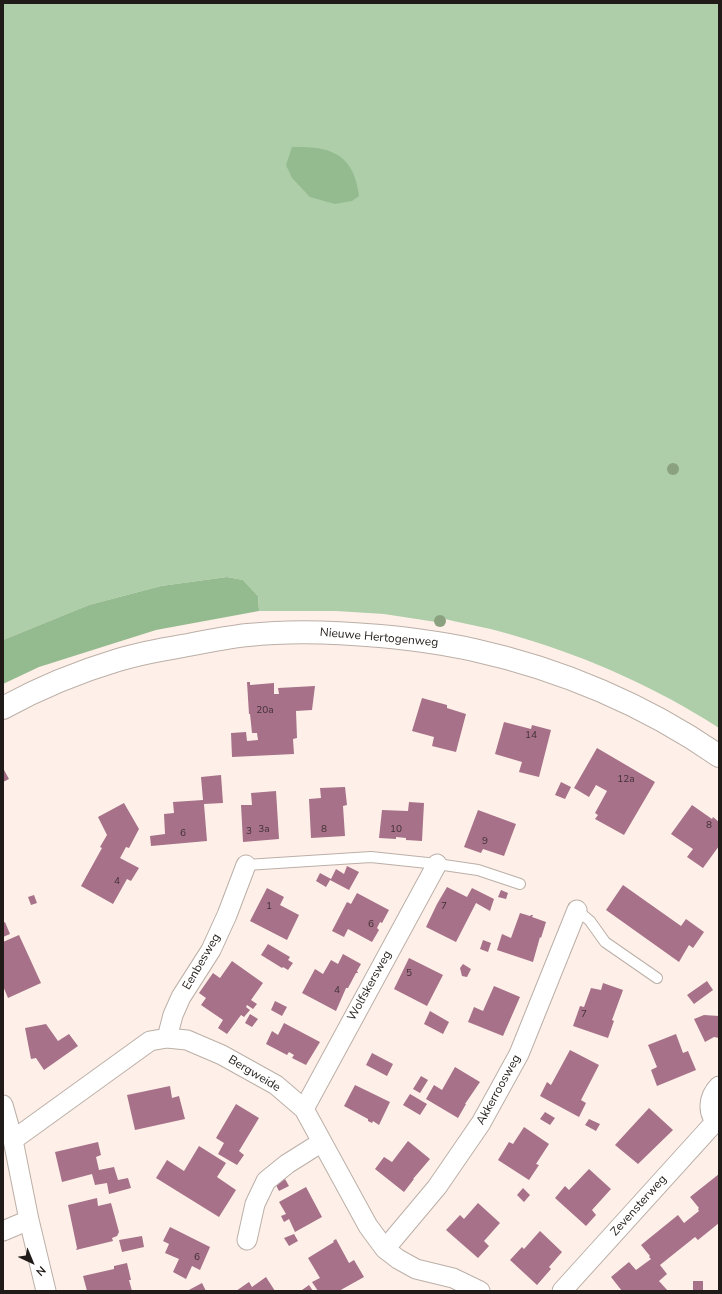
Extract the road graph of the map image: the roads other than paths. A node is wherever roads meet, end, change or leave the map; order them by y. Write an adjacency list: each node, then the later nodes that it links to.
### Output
1 (3, 708): 2 (main road, Nieuwe Hertogenweg)
2 (719, 756)
3 (437, 864): 4 (lane); 5 (lane); 11 (street, Wolfskersweg)
4 (246, 865): 8 (street, Eenbesweg)
5 (520, 884)
6 (577, 910): 7 (lane); 18 (street, Akkerroosweg)
7 (657, 978)
8 (168, 1038): 11 (street, Bergweide); 13 (street, Bergweide)
9 (719, 1086): 12 (street, Zevensterweg)
10 (3, 1105): 13 (street)
11 (304, 1108): 14 (street, Bergweide)
12 (717, 1123): 21 (street, Zevensterweg)
13 (14, 1140): 15 (street)
14 (322, 1142): 17 (street); 18 (street, Bergweide)
15 (30, 1220): 16 (street); 19 (street)
16 (3, 1231)
17 (247, 1240)
18 (385, 1249): 20 (street, Bergweide)
19 (46, 1291)
20 (480, 1291)
21 (562, 1291)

» WORK REQUIRED
In the transcription, every picture is to be excluded and the records above given again exactly.

» PROBLEM SOLUTION
Extract the road graph of the map image: the roads other than paths. A node is wherever roads meet, end, change or leave the map; order them by y. Write an adjacency list: each node, then the later nodes that it links to.
### Output
1 (3, 708): 2 (main road, Nieuwe Hertogenweg)
2 (719, 756)
3 (437, 864): 4 (lane); 5 (lane); 11 (street, Wolfskersweg)
4 (246, 865): 8 (street, Eenbesweg)
5 (520, 884)
6 (577, 910): 7 (lane); 18 (street, Akkerroosweg)
7 (657, 978)
8 (168, 1038): 11 (street, Bergweide); 13 (street, Bergweide)
9 (719, 1086): 12 (street, Zevensterweg)
10 (3, 1105): 13 (street)
11 (304, 1108): 14 (street, Bergweide)
12 (717, 1123): 21 (street, Zevensterweg)
13 (14, 1140): 15 (street)
14 (322, 1142): 17 (street); 18 (street, Bergweide)
15 (30, 1220): 16 (street); 19 (street)
16 (3, 1231)
17 (247, 1240)
18 (385, 1249): 20 (street, Bergweide)
19 (46, 1291)
20 (480, 1291)
21 (562, 1291)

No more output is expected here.